> PROBLEM TO WORK ON
At the line containing "I am building", begin retyping, and stop after the last line of the data; add nothing.

•••

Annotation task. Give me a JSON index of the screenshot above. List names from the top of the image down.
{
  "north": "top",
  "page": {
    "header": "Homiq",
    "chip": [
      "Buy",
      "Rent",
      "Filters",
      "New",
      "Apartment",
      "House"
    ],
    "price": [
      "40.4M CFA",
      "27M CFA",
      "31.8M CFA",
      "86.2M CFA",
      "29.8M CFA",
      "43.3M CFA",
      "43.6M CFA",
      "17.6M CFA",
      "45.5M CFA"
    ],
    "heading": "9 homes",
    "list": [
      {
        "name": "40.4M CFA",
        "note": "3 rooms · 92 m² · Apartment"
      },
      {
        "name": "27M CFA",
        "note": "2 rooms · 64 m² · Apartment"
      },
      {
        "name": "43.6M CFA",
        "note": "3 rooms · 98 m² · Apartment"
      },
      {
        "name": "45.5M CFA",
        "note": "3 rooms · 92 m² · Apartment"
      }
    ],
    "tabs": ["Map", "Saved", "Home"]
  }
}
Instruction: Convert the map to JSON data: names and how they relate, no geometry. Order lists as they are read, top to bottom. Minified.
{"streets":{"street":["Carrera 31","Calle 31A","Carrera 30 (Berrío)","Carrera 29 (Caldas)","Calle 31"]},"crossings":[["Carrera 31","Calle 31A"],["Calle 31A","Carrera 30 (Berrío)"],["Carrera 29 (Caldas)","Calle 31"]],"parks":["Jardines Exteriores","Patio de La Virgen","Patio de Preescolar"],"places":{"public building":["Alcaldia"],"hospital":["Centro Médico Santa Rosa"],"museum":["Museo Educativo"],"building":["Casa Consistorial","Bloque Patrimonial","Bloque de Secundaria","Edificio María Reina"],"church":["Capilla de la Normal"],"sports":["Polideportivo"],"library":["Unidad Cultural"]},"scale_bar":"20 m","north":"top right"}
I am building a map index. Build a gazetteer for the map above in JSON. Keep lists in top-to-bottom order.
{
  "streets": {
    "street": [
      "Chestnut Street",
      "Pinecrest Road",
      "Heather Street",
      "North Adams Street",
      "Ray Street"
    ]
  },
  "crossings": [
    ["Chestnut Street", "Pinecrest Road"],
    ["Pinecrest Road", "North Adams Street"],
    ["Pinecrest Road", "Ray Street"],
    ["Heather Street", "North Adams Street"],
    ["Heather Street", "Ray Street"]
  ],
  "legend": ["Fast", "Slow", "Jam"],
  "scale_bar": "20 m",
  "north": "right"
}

•••

> ANSWER FOR THIS EXERCISE
I am building a map index. Build a gazetteer for the map above in JSON. Keep lists in top-to-bottom order.
{
  "streets": {
    "street": [
      "Chestnut Street",
      "Pinecrest Road",
      "Heather Street",
      "North Adams Street",
      "Ray Street"
    ]
  },
  "crossings": [
    ["Chestnut Street", "Pinecrest Road"],
    ["Pinecrest Road", "North Adams Street"],
    ["Pinecrest Road", "Ray Street"],
    ["Heather Street", "North Adams Street"],
    ["Heather Street", "Ray Street"]
  ],
  "legend": ["Fast", "Slow", "Jam"],
  "scale_bar": "20 m",
  "north": "right"
}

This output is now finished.